[Data excerpts]
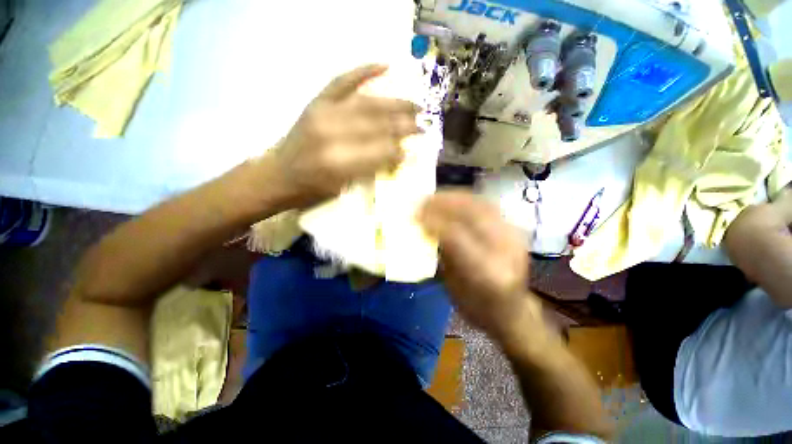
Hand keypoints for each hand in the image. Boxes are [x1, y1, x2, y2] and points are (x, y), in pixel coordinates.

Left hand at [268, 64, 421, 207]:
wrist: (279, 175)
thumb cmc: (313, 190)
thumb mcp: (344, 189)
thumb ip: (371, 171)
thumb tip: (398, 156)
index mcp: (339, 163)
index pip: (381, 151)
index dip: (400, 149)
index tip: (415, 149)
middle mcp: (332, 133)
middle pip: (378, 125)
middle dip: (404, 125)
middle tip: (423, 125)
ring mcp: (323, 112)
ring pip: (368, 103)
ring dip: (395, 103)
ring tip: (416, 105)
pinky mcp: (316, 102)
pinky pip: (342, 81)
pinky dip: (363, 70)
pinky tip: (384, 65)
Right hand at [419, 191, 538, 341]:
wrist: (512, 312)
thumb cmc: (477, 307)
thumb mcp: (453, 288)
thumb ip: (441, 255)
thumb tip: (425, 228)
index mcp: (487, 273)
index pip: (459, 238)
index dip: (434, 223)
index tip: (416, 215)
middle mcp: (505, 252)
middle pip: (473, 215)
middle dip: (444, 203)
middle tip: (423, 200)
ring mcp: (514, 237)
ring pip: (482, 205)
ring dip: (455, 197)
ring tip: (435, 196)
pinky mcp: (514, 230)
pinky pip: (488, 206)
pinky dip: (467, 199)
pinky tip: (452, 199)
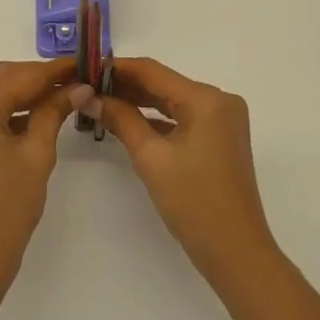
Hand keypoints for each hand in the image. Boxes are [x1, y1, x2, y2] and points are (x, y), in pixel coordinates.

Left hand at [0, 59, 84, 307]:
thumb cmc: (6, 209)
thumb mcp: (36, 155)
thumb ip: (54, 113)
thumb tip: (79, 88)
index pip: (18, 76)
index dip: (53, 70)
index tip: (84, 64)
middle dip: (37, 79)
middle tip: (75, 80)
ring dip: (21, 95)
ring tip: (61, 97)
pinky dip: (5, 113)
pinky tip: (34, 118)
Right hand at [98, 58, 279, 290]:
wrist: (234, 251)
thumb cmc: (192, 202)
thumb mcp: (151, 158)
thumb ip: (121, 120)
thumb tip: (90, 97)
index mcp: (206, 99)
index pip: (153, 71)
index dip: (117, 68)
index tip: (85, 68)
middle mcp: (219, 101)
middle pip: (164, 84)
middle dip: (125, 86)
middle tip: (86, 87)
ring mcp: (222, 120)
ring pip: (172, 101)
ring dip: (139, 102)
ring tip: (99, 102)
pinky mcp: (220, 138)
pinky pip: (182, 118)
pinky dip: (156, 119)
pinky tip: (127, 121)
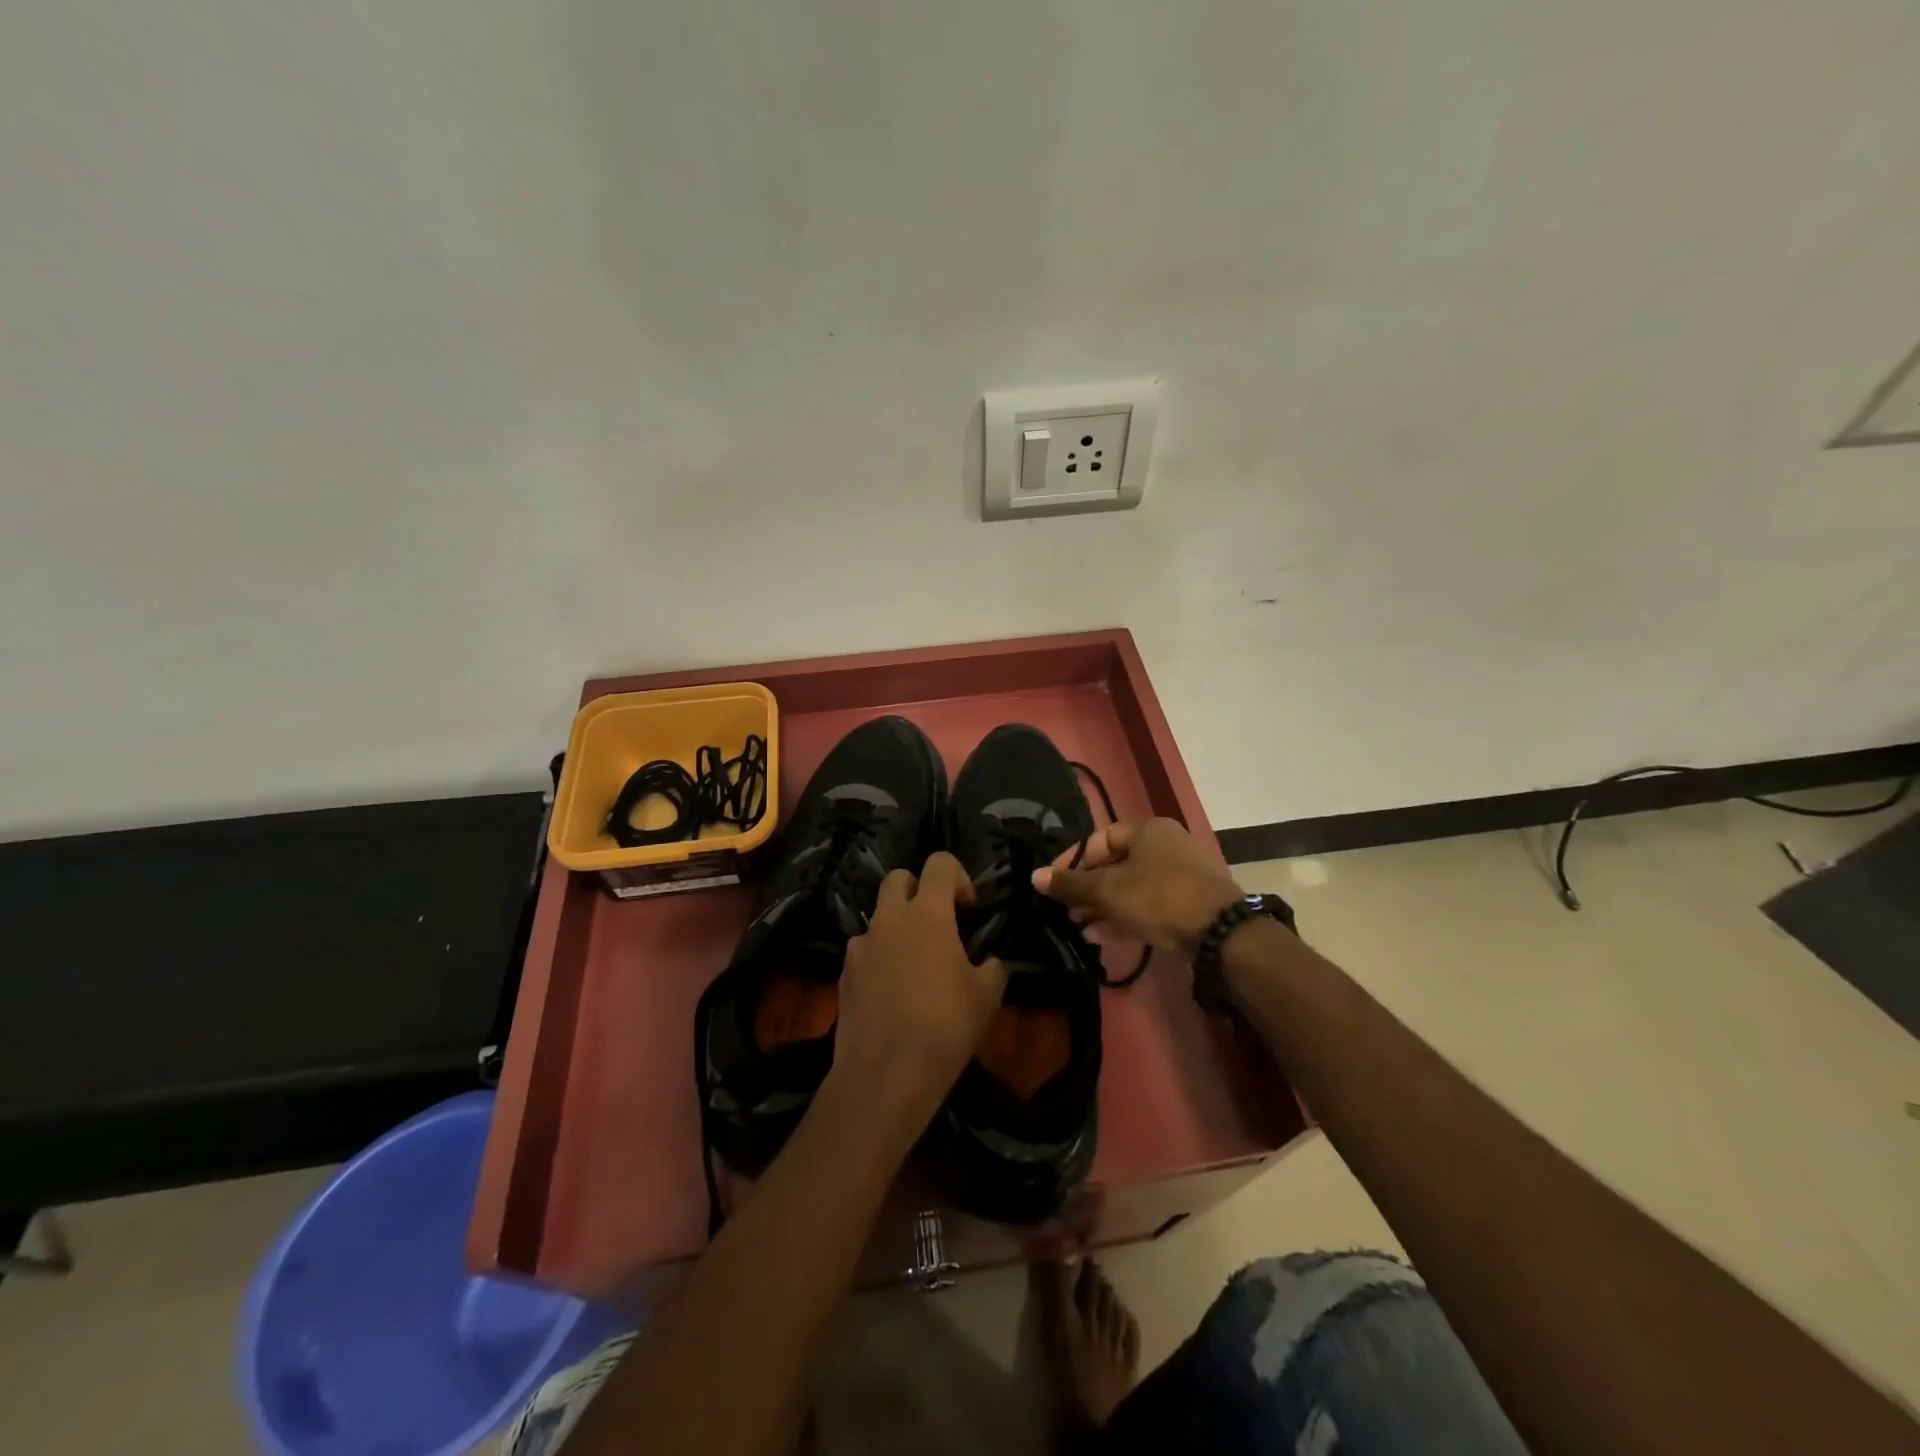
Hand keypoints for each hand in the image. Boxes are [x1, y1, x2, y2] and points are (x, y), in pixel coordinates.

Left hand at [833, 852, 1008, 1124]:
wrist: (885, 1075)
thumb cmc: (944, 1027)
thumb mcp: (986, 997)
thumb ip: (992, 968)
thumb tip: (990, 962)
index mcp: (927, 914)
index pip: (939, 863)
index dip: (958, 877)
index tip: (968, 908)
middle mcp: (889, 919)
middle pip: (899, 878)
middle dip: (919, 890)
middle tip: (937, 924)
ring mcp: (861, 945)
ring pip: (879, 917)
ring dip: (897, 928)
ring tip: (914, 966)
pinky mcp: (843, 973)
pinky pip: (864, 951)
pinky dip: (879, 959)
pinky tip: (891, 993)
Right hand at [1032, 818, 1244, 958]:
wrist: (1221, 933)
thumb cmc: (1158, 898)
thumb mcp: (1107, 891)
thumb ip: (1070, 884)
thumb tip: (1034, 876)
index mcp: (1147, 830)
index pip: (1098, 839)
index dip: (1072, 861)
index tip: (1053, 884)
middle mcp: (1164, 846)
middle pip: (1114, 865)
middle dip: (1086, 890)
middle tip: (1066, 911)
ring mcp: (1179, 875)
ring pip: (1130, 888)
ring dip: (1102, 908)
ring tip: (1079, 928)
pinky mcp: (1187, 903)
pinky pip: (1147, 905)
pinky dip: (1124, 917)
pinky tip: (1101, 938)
[/Data excerpts]
[Data excerpts]
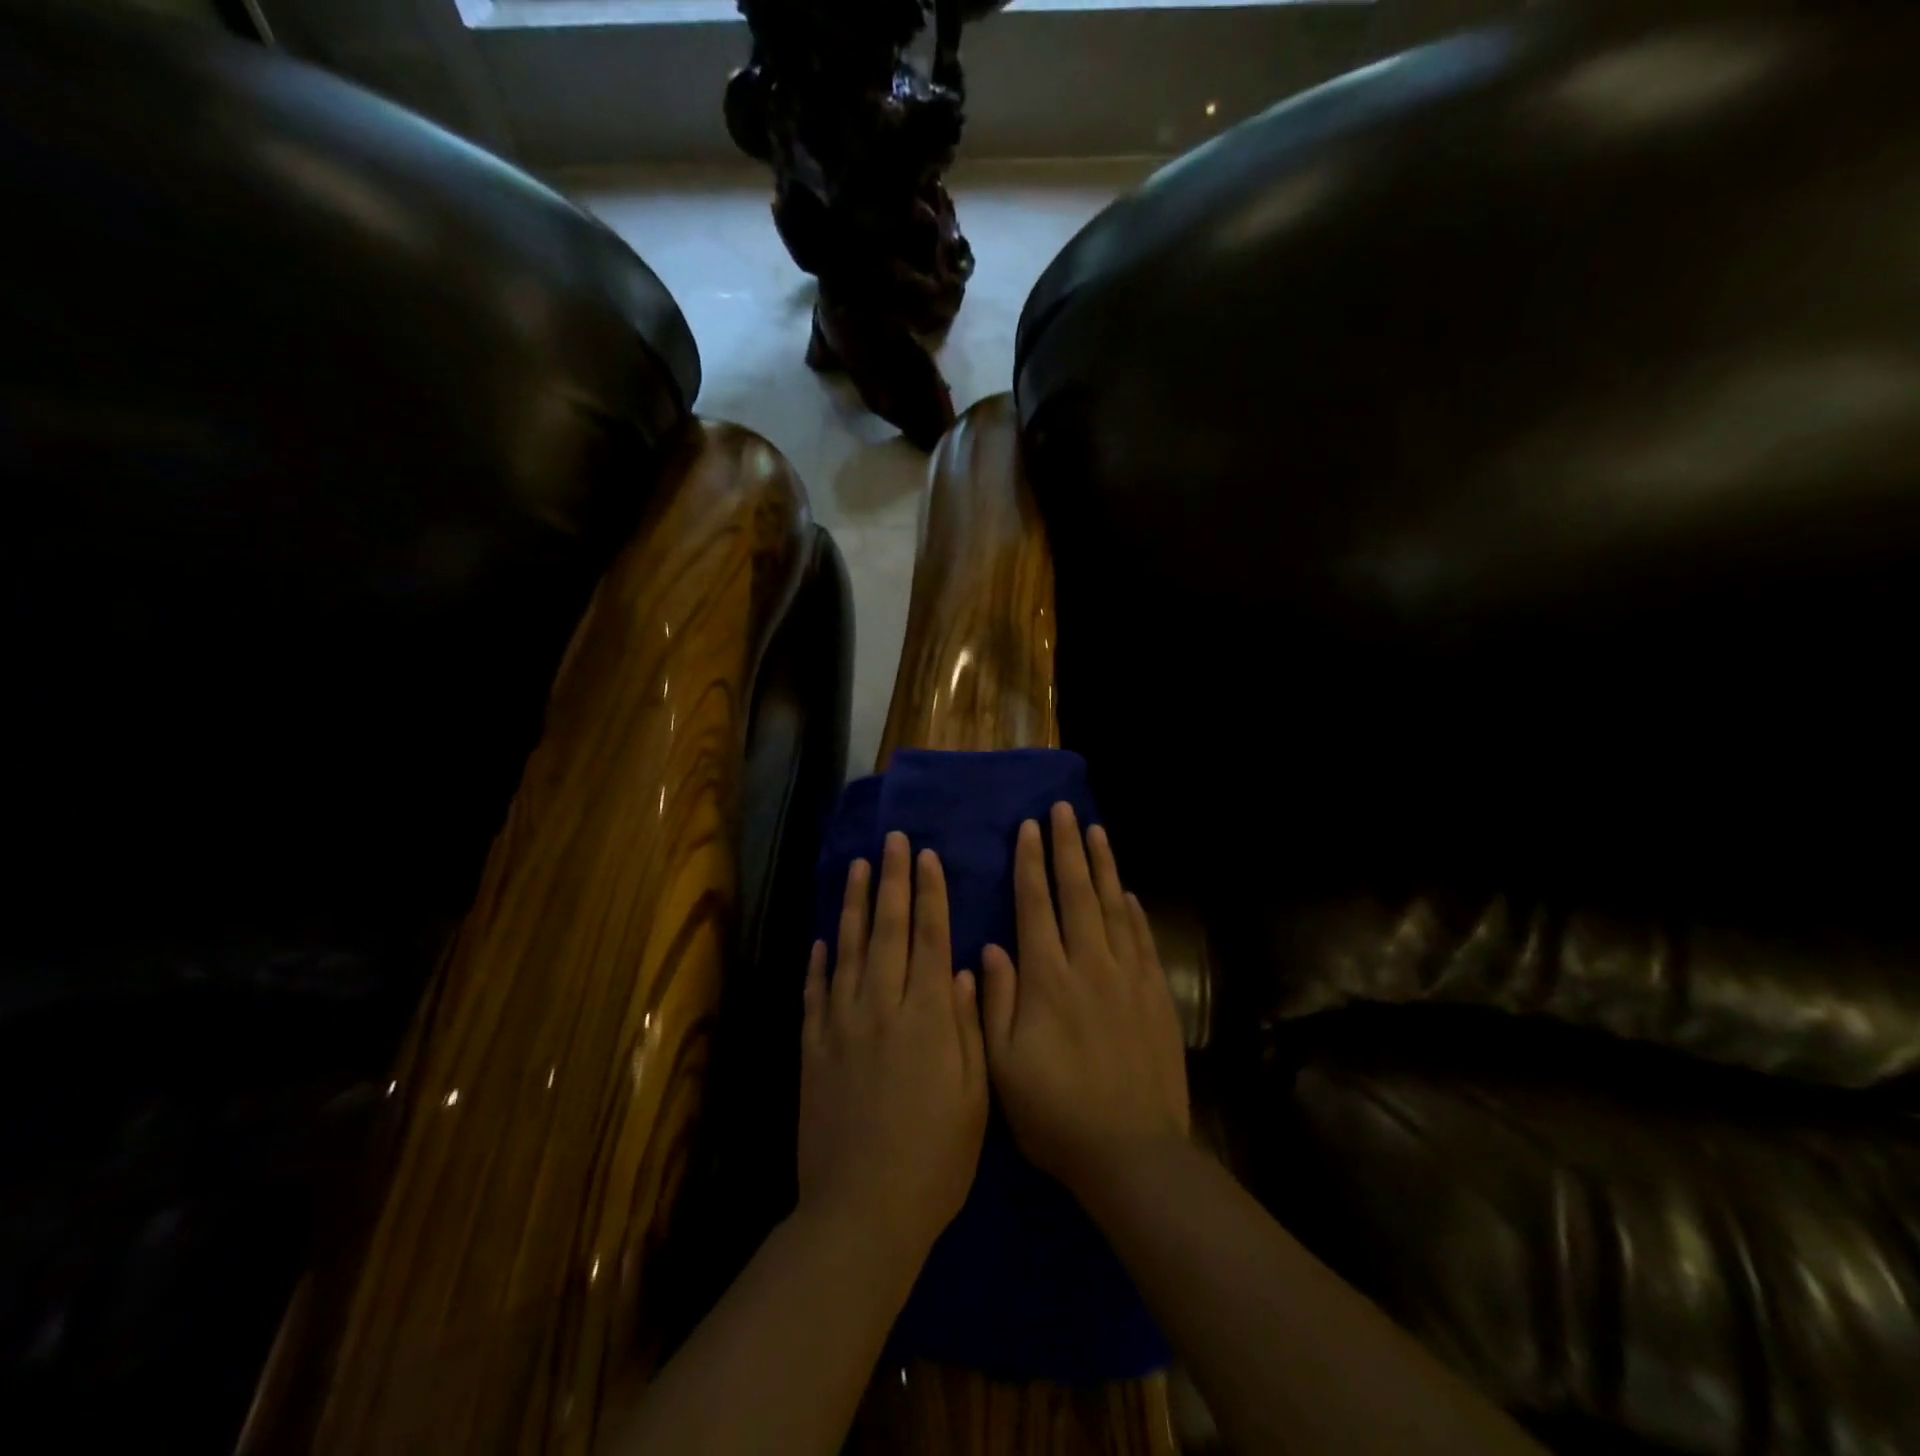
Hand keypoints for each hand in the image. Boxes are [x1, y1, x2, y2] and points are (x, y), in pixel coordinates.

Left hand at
[/Data excerpts]
» Requirement
Only one stretch of the entries above is needed: the lines from the one containing "middle mcp: (332, 133)" through the one containing "thumb mcp: (36, 155)". Copy it exactly, without the pictures.

» Task result
middle mcp: (332, 133)
middle pip: (378, 125)
middle dip: (404, 125)
middle tip: (423, 125)
ring mcp: (323, 112)
ring pip: (368, 103)
ring dip: (395, 103)
ring tip: (416, 105)
pinky mcp: (316, 102)
pinky pip: (342, 81)
pinky dip: (363, 70)
pinky tip: (384, 65)
Right hand at [419, 191, 538, 341]:
wrist: (512, 312)
thumb cmc: (477, 307)
thumb mcp: (453, 288)
thumb ip: (441, 255)
thumb tip: (425, 228)
index mcp: (487, 273)
index pip: (459, 238)
index dip: (434, 223)
index tip: (416, 215)
middle mcp: (505, 252)
middle pip: (473, 215)
middle dip: (444, 203)
middle tip: (423, 200)
ring mcp: (514, 237)
ring pip: (482, 205)
ring dip: (455, 197)
ring tip: (435, 196)
pinky mcp: (514, 230)
pinky pip: (488, 206)
pinky dip: (467, 199)
pinky tip: (452, 199)
Hand keypoints for each hand in the image. Boxes are [x1, y1, x2, y2] and points are (x, y), in pixel coordinates.

Left hand at [0, 59, 84, 307]:
thumb cmc: (6, 209)
thumb mcp: (36, 155)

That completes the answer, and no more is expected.